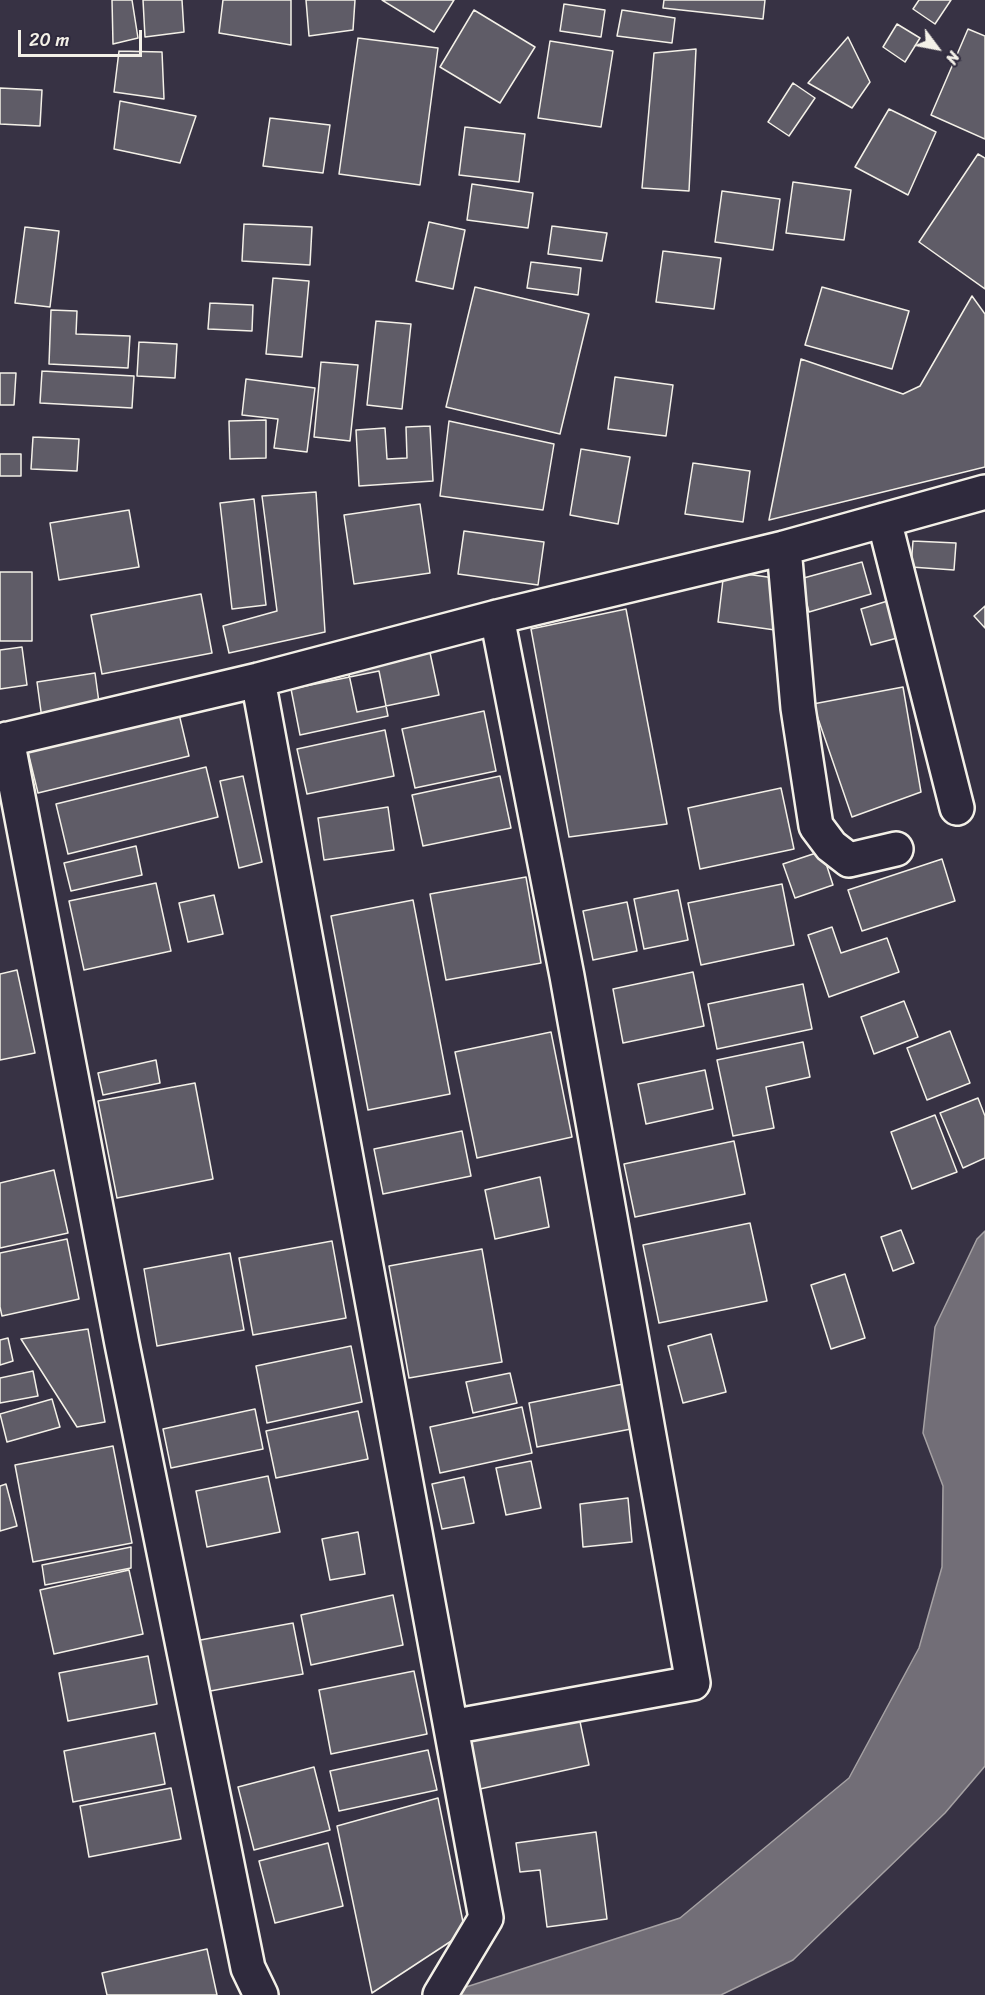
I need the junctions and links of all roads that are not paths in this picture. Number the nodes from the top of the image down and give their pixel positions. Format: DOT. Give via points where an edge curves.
graph roads {
  1 [pos="985,492"];
  2 [pos="884,520"];
  3 [pos="784,548"];
  4 [pos="497,618"];
  5 [pos="258,680"];
  6 [pos="4,740"];
  7 [pos="957,808"];
  8 [pos="896,849"];
  9 [pos="451,1727"];
  10 [pos="261,1995"];
  11 [pos="440,1995"];
  1 -- 2 [label="street"];
  2 -- 3 [label="street"];
  2 -- 7 [label="street"];
  3 -- 4 [label="street"];
  3 -- 8 [label="street" via="798,708 816,826 831,846 849,860"];
  4 -- 5 [label="street"];
  4 -- 9 [label="street" via="567,976 693,1683"];
  5 -- 6 [label="street"];
  5 -- 9 [label="street"];
  6 -- 10 [label="street" via="248,1968"];
  9 -- 11 [label="street" via="486,1918"];
}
+ + + +
Line by line, output the material above exactly, passing over the pictures.

I need the junctions and links of all roads that are not paths in this picture. Number the nodes from the top of the image down and give their pixel positions. Format: DOT. Give via points where an edge curves.
graph roads {
  1 [pos="985,492"];
  2 [pos="884,520"];
  3 [pos="784,548"];
  4 [pos="497,618"];
  5 [pos="258,680"];
  6 [pos="4,740"];
  7 [pos="957,808"];
  8 [pos="896,849"];
  9 [pos="451,1727"];
  10 [pos="261,1995"];
  11 [pos="440,1995"];
  1 -- 2 [label="street"];
  2 -- 3 [label="street"];
  2 -- 7 [label="street"];
  3 -- 4 [label="street"];
  3 -- 8 [label="street" via="798,708 816,826 831,846 849,860"];
  4 -- 5 [label="street"];
  4 -- 9 [label="street" via="567,976 693,1683"];
  5 -- 6 [label="street"];
  5 -- 9 [label="street"];
  6 -- 10 [label="street" via="248,1968"];
  9 -- 11 [label="street" via="486,1918"];
}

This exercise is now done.